Energienetzwerk für eine bessere Beratung

+
Das Thema Energie hat den Ausschuss für Bau, Planung, Umwelt und Verkehr in seiner Sitzung am Mittwochabend beschäftigt.

Neu-Isenburg ‐ Das Thema Energie hat den Ausschuss für Bau, Planung, Umwelt und Verkehr in seiner Sitzung am Mittwochabend beschäftigt. Unter anderem ging es um eine Vorlage des Magistrats, wonach in der Hugenottenstadt ein Energienetzwerk begründet werden soll. Von Katrin Diel

Ein solches Netzwerk gibt es bereits in Langen. Auf Initiative der Volksbank Dreieich soll dieses Projekt auch in Isenburg gestartet werden – unter Beteiligung der örtlichen Energieberater und Handwerksbetriebe. Auch Stadt und Stadtwerke wollen dem Netzwerk beitreten. Ziel ist es, die Bürger künftig bei energetischen Sanierungen und Energieeinsparprojekten noch besser zu unterstützen und Beratungsleistungen zu koordinieren.

Ferner soll eine Bürger-Energiegenossenschaft aufgebaut werden, an der sich Isenburger mit einem Geschäftsanteil von mindestens 100 Euro beteiligen können.

Jene Bürger, die sich mit dem Gedanken tragen, auf ihrem Dach eine Solaranlage anzubringen, möchte die SPD unterstützen. Der Vorschlag, ein Dachflächenkataster zu erstellen, stieß jedoch bei den anderen Fraktionen auf Skepsis. „Ein Luftbild nutzt nichts“, meinte die FDP-Fraktionsvorsitzende Edith Reitz. „Ich weiß als Hausbesitzer, in welche Richtung mein Dach liegt.“ Entscheidend sei, ob die Statik des Daches eine solche Anlage aushalte. Und das sage einem das Luftbild nicht.

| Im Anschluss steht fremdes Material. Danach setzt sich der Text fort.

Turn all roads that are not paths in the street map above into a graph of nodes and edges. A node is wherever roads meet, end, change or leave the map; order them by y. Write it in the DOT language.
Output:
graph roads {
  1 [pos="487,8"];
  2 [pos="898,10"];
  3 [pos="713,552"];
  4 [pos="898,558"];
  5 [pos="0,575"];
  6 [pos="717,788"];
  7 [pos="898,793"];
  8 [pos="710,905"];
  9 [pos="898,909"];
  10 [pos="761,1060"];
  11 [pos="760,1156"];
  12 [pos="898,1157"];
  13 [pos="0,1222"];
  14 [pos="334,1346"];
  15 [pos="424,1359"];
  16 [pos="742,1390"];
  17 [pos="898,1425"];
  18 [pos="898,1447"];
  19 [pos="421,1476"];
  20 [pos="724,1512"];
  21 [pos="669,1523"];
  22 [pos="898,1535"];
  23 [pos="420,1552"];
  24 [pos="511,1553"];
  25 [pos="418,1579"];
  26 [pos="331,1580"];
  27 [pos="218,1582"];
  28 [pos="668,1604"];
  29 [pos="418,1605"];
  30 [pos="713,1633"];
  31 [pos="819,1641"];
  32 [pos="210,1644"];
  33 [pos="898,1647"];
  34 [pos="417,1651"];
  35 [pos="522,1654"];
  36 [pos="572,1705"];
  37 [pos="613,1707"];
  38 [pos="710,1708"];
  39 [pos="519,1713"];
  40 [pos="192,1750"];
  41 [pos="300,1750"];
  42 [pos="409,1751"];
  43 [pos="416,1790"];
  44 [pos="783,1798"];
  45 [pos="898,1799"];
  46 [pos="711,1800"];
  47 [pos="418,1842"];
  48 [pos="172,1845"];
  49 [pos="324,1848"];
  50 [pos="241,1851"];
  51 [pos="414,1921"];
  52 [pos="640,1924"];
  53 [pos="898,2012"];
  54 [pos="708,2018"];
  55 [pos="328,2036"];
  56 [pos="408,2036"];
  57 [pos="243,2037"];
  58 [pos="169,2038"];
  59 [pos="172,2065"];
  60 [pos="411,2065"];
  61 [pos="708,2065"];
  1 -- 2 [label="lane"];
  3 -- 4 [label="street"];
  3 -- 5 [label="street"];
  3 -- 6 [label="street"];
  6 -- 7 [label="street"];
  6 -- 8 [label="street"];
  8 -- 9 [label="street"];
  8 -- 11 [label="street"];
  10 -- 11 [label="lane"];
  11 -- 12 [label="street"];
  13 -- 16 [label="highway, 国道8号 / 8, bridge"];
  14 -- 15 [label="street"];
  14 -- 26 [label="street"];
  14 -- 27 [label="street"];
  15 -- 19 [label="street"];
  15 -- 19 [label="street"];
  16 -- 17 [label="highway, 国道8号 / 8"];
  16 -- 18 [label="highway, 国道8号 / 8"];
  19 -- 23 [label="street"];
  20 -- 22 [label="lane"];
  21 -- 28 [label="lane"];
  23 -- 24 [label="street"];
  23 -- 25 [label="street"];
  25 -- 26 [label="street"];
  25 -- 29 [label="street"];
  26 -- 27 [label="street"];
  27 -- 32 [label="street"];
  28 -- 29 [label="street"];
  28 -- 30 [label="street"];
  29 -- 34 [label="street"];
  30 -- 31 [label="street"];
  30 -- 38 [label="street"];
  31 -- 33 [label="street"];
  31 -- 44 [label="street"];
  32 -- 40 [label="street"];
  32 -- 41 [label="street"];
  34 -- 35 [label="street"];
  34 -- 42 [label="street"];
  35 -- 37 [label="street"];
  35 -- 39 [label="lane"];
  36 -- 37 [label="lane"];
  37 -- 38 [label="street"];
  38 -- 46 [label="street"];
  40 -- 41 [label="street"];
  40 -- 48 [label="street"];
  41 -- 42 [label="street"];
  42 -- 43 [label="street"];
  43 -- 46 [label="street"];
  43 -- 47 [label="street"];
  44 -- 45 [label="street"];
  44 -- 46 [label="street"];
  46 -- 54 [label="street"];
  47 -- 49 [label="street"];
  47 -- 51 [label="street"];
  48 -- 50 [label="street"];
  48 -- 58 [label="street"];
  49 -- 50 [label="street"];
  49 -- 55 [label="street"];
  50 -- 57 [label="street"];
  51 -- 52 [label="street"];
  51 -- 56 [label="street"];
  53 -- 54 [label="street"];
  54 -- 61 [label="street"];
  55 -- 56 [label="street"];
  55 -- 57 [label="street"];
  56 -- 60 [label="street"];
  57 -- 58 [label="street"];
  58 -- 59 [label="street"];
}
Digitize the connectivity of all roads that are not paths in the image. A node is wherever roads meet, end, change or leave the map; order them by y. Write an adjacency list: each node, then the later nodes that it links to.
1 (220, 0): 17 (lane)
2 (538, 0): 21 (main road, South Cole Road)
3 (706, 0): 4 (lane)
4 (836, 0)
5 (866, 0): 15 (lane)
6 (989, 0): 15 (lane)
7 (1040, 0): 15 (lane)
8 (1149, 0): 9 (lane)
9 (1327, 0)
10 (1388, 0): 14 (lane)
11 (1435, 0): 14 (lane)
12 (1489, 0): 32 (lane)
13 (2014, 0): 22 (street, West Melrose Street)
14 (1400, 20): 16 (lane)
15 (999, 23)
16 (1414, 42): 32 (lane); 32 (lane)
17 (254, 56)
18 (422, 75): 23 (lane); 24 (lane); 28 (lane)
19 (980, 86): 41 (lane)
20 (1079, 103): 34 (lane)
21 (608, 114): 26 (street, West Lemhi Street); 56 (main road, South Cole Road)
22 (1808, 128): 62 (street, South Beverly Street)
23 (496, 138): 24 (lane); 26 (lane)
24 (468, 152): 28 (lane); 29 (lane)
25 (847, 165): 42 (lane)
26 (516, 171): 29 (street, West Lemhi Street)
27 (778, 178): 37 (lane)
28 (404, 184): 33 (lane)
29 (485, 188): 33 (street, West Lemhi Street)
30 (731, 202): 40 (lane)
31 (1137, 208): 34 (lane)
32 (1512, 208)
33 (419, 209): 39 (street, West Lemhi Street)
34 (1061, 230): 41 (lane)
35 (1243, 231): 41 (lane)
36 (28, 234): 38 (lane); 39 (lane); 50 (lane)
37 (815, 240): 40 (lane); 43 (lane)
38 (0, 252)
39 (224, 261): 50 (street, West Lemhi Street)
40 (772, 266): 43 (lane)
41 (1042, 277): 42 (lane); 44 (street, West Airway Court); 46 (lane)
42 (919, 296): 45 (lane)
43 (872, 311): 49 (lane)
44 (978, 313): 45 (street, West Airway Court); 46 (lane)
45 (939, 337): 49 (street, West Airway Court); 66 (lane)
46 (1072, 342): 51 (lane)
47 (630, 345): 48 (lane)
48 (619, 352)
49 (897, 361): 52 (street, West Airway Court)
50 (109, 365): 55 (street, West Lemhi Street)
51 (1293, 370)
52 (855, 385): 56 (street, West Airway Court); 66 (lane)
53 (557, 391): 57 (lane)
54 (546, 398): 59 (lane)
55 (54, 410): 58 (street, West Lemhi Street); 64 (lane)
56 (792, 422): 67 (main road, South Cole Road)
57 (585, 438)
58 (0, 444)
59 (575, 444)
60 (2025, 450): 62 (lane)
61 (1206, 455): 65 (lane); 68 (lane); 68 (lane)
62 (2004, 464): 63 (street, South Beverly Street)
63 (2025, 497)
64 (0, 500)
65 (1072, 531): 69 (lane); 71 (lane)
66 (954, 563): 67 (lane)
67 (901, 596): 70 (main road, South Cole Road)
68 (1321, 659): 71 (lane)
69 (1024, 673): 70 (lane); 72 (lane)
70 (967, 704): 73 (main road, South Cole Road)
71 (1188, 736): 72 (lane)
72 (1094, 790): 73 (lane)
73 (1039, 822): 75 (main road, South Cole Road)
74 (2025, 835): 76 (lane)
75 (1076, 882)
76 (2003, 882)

Belohnungssystem für Bürger?

Ähnliche Einwände kamen von Seiten der CDU. Wer als Hausbesitzer eine Solaranlage plane, der kontaktiere eine Fachfirma oder einen Energieberater und sehe sich keine Luftbilder seines Hauses im Internet an.

Karl-Heinz Fahn (SPD) wandte ein, dass ein solches Dachflächenkataster nach Erfahrungen aus anderen Städten die Bürger zum Umdenken motiviere. Der Ausschuss will nun weitere Informationen einholen: Wieviel kostet die Erstellung eines Kataster und wie viele Einwohner haben daraufhin eine Solaranlage auf ihrem Dach gebaut?, so die Fragen. Die Grünen haben ihren Vorschlag für ein Belohnungssystem für Bürger mit niedrigem Energieverbrauch wieder auf die Tagesordnung gebracht. Ein solches gibt es in Frankfurt. Dort zahlt die Stadt privaten Haushalten einmalige Prämien ab einer Stromeinsparung von zehn Prozent gegenüber dem Vergleichszeitraum.

Die Grünen hatten beim Magistrat angefragt, ob ein solches System auch in Isenburg möglich sei. Dies sei grundsätzlich machbar, lautete die Antwort. „Wir werden zu dieser Sache einen Antrag im Haushalt stellen“, kündigte Hans-Jürgen Hänsel (Grüne) an.